A shardkv server is a member of only a single replica group. The set of servers in a given replica group will never change.

We supply you with client.go code that sends each RPC to the replica group responsible for the RPC's key. It re-tries if the replica group says it is not responsible for the key; in that case, the client code asks the shard controller for the latest configuration and tries again. You'll have to modify client.go as part of your support for dealing with duplicate client RPCs, much as in the kvraft lab.

When you're done your code should pass all the shardkv tests other than the challenge tests:

$ cd ~/6.5840/src/shardkv
$ go test
Test (5A): static shards ...
  ... Passed
Test (5A): rejection ...
  ... Passed
Test (5B): join then leave ...
  ... Passed
Test (5B): snapshots, join, and leave ...
labgob warning: Decoding into a non-default variable/field Num may not work
  ... Passed
Test (5B): servers miss configuration changes...
  ... Passed
Test (5B): concurrent puts and configuration changes...
  ... Passed
Test (5B): more concurrent puts and configuration changes...
  ... Passed
Test (5B): concurrent configuration change and restart...
  ... Passed
Test (5B): unreliable 1...
  ... Passed
Test (5B): unreliable 2...
  ... Passed
Test (5B): unreliable 3...
  ... Passed
Test: shard deletion (challenge 1) ...
  ... Passed
Test: unaffected shard access (challenge 2) ...
  ... Passed
Test: partial migration shard access (challenge 2) ...
  ... Passed
PASS
ok  	6.5840/shardkv	173.974s
$

You will need to make your servers watch for configuration changes, and when one is detected, to start the shard migration process. If a replica group loses a shard, it must stop serving requests to keys in that shard immediately, and start migrating the data for that shard to the replica group that is taking over ownership. If a replica group gains a shard, it needs to wait for the previous owner to send over the old shard data before accepting requests for that shard.

Implement shard migration during configuration changes. Make sure that all servers in a replica group do the migration at the same point in the sequence of operations they execute, so that they all either accept or reject concurrent client requests. You should focus on passing the second test ("join then leave") before working on the later tests. You are done with this task when you pass all tests up to, but not including, TestDelete.

Your server will need to periodically poll the shardctrler to learn about new configurations. The tests expect that your code polls roughly every 100 milliseconds; more often is OK, but much less often may cause problems.

Servers will need to send RPCs to each other in order to transfer shards during configuration changes. The shardctrler's Config struct contains server names, but you need a labrpc.ClientEnd in order to send an RPC. You should use the make_end() function passed to StartServer() to turn a server name into a ClientEnd. shardkv/client.go contains code that does this.

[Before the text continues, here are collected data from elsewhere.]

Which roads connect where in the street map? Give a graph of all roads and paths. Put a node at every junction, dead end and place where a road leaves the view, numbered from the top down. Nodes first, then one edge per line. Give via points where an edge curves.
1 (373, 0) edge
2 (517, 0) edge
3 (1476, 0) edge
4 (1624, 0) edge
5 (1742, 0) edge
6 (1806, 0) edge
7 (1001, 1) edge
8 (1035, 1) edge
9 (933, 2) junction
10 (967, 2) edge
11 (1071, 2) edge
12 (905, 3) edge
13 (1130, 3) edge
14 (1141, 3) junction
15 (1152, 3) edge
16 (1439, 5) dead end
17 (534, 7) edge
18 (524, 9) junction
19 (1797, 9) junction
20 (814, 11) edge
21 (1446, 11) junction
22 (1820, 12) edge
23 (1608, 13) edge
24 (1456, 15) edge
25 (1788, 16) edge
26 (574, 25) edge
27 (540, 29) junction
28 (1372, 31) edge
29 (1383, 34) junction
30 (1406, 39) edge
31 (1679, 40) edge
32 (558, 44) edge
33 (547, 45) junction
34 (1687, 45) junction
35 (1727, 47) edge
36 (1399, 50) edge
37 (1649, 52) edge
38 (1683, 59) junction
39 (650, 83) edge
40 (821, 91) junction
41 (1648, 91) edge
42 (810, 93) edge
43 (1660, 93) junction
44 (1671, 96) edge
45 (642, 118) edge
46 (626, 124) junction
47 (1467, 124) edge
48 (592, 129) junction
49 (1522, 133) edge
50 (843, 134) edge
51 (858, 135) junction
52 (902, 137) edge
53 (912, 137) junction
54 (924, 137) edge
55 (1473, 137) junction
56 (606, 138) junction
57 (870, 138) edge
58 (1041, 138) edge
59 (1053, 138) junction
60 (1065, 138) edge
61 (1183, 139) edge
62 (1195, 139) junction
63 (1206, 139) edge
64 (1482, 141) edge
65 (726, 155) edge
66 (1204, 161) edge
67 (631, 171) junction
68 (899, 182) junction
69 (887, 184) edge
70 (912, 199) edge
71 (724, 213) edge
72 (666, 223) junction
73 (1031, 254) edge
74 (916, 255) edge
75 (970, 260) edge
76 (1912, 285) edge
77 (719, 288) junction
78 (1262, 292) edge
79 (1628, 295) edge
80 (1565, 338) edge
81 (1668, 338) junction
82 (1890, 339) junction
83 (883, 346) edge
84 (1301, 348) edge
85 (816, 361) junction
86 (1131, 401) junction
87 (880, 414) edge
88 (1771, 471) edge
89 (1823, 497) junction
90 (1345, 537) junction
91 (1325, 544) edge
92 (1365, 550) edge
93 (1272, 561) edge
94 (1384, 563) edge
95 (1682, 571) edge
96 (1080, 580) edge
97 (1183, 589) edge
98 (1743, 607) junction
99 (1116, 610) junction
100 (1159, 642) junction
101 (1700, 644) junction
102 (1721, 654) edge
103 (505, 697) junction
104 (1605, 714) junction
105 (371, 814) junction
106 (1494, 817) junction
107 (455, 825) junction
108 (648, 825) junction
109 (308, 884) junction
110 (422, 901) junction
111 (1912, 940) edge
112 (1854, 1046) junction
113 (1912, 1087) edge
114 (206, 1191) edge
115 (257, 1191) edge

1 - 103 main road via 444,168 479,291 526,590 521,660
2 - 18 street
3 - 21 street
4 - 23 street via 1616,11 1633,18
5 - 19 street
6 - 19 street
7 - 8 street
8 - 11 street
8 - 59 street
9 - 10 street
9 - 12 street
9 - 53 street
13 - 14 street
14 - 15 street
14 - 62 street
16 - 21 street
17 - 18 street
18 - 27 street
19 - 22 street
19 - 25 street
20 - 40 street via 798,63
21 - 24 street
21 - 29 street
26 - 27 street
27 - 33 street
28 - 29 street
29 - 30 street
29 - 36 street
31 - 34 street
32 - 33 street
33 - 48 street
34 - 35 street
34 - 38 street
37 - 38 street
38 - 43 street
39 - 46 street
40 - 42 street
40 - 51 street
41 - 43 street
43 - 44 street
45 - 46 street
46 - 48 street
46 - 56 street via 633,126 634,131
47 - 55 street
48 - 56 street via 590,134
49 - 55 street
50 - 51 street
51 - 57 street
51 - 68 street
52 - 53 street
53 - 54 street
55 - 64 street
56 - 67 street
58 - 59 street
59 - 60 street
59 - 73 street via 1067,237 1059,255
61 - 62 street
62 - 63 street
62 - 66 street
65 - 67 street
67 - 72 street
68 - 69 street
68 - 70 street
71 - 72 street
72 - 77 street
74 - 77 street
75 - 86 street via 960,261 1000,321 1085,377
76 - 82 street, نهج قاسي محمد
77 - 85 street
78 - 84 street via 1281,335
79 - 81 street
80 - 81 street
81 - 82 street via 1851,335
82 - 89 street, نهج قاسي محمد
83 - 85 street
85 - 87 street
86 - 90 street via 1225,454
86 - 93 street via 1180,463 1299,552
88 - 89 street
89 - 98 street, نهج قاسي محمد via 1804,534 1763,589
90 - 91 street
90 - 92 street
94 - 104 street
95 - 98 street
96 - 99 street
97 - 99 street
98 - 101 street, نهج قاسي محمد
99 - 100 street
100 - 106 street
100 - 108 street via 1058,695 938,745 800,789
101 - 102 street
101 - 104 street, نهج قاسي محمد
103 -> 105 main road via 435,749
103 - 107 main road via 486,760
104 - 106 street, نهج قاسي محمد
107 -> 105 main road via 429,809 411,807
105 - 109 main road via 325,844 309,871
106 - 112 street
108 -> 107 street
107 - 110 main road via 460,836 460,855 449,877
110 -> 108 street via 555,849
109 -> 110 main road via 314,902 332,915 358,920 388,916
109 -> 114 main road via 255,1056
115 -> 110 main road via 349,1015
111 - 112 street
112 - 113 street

Process re-configurations one at a time, in order.
If a test fails, check for gob errors (e.g. "gob: type not registered for interface ..."). Go doesn't consider gob errors to be fatal, although they are fatal for the lab.
You'll need to provide at-most-once semantics (duplicate detection) for client requests across shard movement.
Think about how the shardkv client and server should deal with ErrWrongGroup. Should the client change the sequence number if it receives ErrWrongGroup? Should the server update the client state if it returns ErrWrongGroup when executing a Get/Put request?
After a server has moved to a new configuration, it is acceptable for it to continue to store shards that it no longer owns (though this would be regrettable in a real system). This may help simplify your server implementation.
When group G1 needs a shard from G2 during a configuration change, does it matter at what point during its processing of log entries G2 sends the shard to G1?
You can send an entire map in an RPC request or reply, which may help keep the code for shard transfer simple.
If one of your RPC handlers includes in its reply a map (e.g. a key/value map) that's part of your server's state, you may get bugs due to races. The RPC system has to read the map in order to send it to the caller, but it isn't holding a lock that covers the map. Your server, however, may proceed to modify the same map while the RPC system is reading it. The solution is for the RPC handler to include a copy of the map in the reply.
If you put a map or a slice in a Raft log entry, and your key/value server subsequently sees the entry on the applyCh and saves a reference to the map/slice in your key/value server's state, you may have a race. Make a copy of the map/slice, and store the copy in your key/value server's state. The race is between your key/value server modifying the map/slice and Raft reading it while persisting its log.
During a configuration change, a pair of groups may need to move shards in both directions between them. If you see deadlock, this is a possible source.

No-credit challenge exercises

These two features would be essential if you were to build a system like this for production use.

Garbage collection of state

When a replica group loses ownership of a shard, that replica group should eliminate the keys that it lost from its database. It is wasteful for it to keep values that it no longer owns, and no longer serves requests for. However, this poses some issues for migration. Say we have two groups, G1 and G2, and there is a new configuration C that moves shard S from G1 to G2. If G1 erases all keys in S from its database when it transitions to C, how does G2 get the data for S when it tries to move to C?

Cause each replica group to keep old shards no longer than absolutely necessary. Your solution must work even if all the servers in a replica group like G1 above crash and are then brought back up. You have completed this challenge if you pass TestChallenge1Delete.

Client requests during configuration changes

The simplest way to handle configuration changes is to disallow all client operations until the transition has completed. While conceptually simple, this approach is not feasible in production-level systems; it results in long pauses for all clients whenever machines are brought in or taken out. It would be better to continue serving shards that are not affected by the ongoing configuration change.

Modify your solution so that client operations for keys in unaffected shards continue to execute during a configuration change. You have completed this challenge when you pass TestChallenge2Unaffected.

While the optimization above is good, we can still do better. Say that some replica group G3, when transitioning to C, needs shard S1 from G1, and shard S2 from G2. We really want G3 to immediately start serving a shard once it has received the necessary state, even if it is still waiting for some other shards. For example, if G1 is down, G3 should still start serving requests for S2 once it receives the appropriate data from G2, despite the transition to C not yet having completed.

Modify your solution so that replica groups start serving shards the moment they are able to, even if a configuration is still ongoing. You have completed this challenge when you pass TestChallenge2Partial.

Handin procedure

Before submitting, please run all the tests one final time.

Also, note that your Lab 5 sharded server, Lab 5 shard controller, and Lab 4 kvraft must all use the same Raft implementation.

Before submitting, double check that your solution works with:

$ go test ./raft
$ go test ./kvraft
$ go test ./shardctrler
$ go test ./shardkv